If a line of the data below contains the string "Carnation", copy it into your answer.

===== GIVEN RECORDS

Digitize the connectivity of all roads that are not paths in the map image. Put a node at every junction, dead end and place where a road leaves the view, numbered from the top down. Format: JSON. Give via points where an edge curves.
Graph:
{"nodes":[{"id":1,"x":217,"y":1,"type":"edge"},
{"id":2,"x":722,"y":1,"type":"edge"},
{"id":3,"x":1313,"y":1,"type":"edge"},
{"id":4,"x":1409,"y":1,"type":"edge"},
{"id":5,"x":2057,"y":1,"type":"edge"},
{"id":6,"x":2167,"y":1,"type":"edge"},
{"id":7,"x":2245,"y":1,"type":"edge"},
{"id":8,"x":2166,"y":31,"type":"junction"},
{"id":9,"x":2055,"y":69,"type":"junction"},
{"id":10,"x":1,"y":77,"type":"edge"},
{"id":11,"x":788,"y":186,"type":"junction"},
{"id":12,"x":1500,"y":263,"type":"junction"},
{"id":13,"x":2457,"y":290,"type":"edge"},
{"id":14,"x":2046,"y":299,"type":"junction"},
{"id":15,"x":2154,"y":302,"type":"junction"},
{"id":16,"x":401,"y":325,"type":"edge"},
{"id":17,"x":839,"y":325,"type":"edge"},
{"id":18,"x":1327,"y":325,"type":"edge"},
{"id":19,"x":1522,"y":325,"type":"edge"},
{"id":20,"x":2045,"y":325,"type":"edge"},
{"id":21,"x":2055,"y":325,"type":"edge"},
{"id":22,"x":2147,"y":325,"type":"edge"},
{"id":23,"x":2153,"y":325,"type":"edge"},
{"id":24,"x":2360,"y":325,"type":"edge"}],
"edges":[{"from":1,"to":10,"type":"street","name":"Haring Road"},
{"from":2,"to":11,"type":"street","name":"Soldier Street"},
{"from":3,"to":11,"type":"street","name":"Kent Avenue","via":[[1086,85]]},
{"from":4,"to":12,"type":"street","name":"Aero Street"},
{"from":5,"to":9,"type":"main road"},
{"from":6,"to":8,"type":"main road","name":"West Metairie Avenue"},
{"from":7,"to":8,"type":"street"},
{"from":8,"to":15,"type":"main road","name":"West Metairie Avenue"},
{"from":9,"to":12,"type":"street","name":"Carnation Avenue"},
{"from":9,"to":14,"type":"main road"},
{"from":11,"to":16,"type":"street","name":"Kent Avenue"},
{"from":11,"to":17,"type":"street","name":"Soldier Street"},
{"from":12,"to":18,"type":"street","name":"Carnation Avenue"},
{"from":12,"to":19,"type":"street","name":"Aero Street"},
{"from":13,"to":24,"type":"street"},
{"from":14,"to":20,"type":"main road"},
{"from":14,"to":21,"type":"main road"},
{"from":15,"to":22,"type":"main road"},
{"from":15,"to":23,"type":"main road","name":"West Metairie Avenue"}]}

==========

YOUR RESPONSE:
{"from":9,"to":12,"type":"street","name":"Carnation Avenue"},
{"from":12,"to":18,"type":"street","name":"Carnation Avenue"},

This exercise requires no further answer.